We bought ourselves two weeks and spent a couple of days building a small proof of concept for the team. By the end of the trial, we were staggered by the amount and quality of content they had created, as well as model changes made by a few power users who had emerged. After the trial, the team was fully brought in and didn’t wish to go back, and we moved around the business capturing teams one at a time with similar success. Last month, we switched off our legacy BI tool, which has contained only financial reporting for the past year.
Describe your data science and data engineering teams: how big, what their cultures are like
I am lucky to be working in a very data-savvy company. I have spent my time making a real impact with data rather than persuading users of its benefits.
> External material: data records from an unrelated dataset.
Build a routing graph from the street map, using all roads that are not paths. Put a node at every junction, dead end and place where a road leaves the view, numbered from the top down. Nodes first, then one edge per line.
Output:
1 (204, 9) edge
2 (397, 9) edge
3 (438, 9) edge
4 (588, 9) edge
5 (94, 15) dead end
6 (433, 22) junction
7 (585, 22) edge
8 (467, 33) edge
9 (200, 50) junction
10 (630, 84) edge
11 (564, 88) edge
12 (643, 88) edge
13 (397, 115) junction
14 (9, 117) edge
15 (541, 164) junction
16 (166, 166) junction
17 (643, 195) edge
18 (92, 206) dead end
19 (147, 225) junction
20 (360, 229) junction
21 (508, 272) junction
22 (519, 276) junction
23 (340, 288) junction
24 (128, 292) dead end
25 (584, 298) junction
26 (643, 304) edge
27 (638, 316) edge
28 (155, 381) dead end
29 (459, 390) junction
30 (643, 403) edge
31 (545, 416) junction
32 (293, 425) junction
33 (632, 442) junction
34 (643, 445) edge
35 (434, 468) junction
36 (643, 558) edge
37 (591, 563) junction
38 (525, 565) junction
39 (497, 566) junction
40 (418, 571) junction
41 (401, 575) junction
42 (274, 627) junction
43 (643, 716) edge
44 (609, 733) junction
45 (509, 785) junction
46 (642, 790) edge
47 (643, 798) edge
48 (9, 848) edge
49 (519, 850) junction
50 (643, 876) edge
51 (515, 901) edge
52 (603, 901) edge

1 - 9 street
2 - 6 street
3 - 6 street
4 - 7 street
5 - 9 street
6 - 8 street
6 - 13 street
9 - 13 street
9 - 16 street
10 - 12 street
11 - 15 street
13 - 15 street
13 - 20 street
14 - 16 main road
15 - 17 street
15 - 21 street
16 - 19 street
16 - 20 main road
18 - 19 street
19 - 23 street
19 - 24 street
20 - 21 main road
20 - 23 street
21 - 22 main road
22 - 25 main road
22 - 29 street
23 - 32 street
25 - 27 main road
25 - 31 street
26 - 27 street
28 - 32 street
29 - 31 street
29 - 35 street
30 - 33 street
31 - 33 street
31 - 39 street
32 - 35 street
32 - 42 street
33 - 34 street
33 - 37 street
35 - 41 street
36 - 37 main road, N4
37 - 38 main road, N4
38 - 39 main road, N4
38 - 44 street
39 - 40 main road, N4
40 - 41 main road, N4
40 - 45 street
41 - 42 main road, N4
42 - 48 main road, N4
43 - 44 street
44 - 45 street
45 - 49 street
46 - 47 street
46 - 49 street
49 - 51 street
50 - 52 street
Our core data engineering team, which maintains the platforms, data ingestion, ETL [extract, transform, load] and BI, is roughly 25 people. There are between two and 10 data analysts/scientists in each stakeholder team (finance, marketing, game teams, human resources, etc). Different technologies and methods are rarely restricted and roles and remits are very fluid. There are also a handful of other engineering teams which either heavily rely on data or also chip in to create data-based products.
What’s the organisational design of your analytics setup? Centralised, decentralised, or a bit of both?
A bit of both. The data platform and data ingestion team centralise this function to give the company a good data foundation. From there, it becomes slowly more decentralised. Our core ETL team cover most bases with the data products they produce but we have many data analysts/scientists or even other teams creating data models. The BI platform is also centralised, however data models and content inside is all created, owned and maintained by stakeholders, with the assistance of the core data teams. There are exceptions to this, of course, which is how we experiment and innovate.
Is data integration more important than BI tooling when it comes to your data and analytics strategy?
I would say yes. With the data teams and capability we have in King, this is not as a hard decision as it might be in a smaller company where it might be an either/or situation. We often make use of disparate datasets elsewhere other than our BI tool and we try to employ best engineering practices of bringing all our data into a single warehouse.
What have been the top-level business benefits of your use of Looker?
A lot of people have saved a lot of time that they have been able to invest elsewhere, mostly exploring data. We have put the power into our users’ hands, who know best what they need. We have been able to share our analytics internally and externally with our partners in a more secure and efficient way.